There are over 70 biosimilar development projects that the FDA is involved with currently. It is also working to update a system for calculating user fees for biosimilar applications so that the FDA has sufficient revenues to complete these tasks. Previous user fee calculations have been plagued by imprecise methodology that could not clearly anticipate needs, but based fee assessments on prior years’ activity, leading to shortfalls.
So far this year the FDA has approved 2 biosimilar products for marketing, and with just 4 months left in the year it is unlikely to equal the pace set last year, when it approved 10 biosimilars.
Granted, this year is an exception, and the FDA has more on its plate than it could have anticipated at the close of 2019. Still, the break with scientific and medical restraint that led the Russian Ministry of Health earlier this month to approve a COVID-19 vaccine after it was tested in just 76 people is unlikely to happen in the United States, based on Shah’s reassurances that the FDA will do things by the book.
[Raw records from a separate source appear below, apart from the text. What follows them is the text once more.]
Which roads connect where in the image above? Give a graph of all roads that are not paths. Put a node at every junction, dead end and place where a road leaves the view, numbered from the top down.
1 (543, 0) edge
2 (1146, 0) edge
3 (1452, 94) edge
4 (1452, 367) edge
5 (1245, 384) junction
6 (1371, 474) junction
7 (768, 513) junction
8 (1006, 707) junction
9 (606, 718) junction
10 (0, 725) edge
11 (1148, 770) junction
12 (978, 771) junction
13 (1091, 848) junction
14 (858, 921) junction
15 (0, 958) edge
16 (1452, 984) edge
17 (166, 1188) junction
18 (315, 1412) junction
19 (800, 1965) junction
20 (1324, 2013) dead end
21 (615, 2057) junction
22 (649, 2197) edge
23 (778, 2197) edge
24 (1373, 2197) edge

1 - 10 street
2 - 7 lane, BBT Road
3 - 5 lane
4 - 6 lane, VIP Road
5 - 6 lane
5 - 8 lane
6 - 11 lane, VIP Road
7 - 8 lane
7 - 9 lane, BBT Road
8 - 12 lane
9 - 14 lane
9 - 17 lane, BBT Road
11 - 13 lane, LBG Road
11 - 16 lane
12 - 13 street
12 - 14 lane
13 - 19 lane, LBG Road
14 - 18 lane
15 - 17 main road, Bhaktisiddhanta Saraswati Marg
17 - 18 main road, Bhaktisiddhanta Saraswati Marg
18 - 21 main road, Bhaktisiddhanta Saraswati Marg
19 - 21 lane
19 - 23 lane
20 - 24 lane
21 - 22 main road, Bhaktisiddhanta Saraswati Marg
“The agency doesn’t sponsor clinical trials like the National Institutes of Health, nor does the agency develop tests like the Centers for Disease Control, nor does the agency invest in companies to accelerate the development of medical countermeasures, like the Biomedical Advanced Research and Development Authority. The FDA is a regulator, and as a regulator, the FDA is responsible to ensure the safety of consumers by rigorously evaluating the evidence about the benefits and risks of medical products,” Shah said.
In March, President Trump signed a $2 trillion emergency response authorization of which $80 million went to the FDA for COVID-19 response efforts, including the development of medical countermeasures and vaccines, promotion of advanced manufacturing of medical products, and monitoring of the medical product supply chain. A $3.2 billion overall fiscal 2021 budget for the FDA is under congressional review and includes an increase of $40 million from current year appropriations; however, the Alliance for a Stronger FDA has said the agency will need even more resources in the coming fiscal year. The Alliance encompasses patient advocates, trade groups, the biomedical research community, and medical community members.
Products under investigation as COVID-19 therapeutics include antivirals, immunomodulators, neutralizing antibodies, and more.
Even with such a mountain of data poised to flow into the FDA in the form of product approval applications, the agency is “prepared to review data on a real-time basis and to render judgements with unprecedented speed, while at the same time apply the same standards for safety and efficacy that we apply to all therapeutics,” Shah said.
He also promised that all review processes would be “unbiased and highly transparent.”
Past Is Prologue
Shah provided numerous examples of how the FDA has already responded with promptness and exactitude to get COVID-19 testing kits into circulation, approve the first therapies specifically for COVID-19, such as remdesivir, and ensure that enough masks and other protective equipment are distributed to medical workers and others in high-risk positions.
Although addressing COVID-19 is the primary need, there is a simultaneous effort at the FDA to thwart the circulation and promotion of counterfeit cures, an underworld phenomenon that has led to 1000 fraudulent medical products for COVID-19 so far, Shah said. The FDA has issued more than 100 warning letters to companies “selling unapproved, unauthorized, or unclear products.” It has also worked with online retailers to root out and eliminate these products to protect the public.
Many efforts are under way, he said, to shore up the FDA’s response capability and also to learn from this crisis, so that it has the infrastructure and knowledge base fully poised to get a jump on the next public health emergency.
“While all of us want the world to return to normal as quickly as possible, it's imperative that we do this process credibly and transparently and that the public has confidence in our decisions,” Shah said.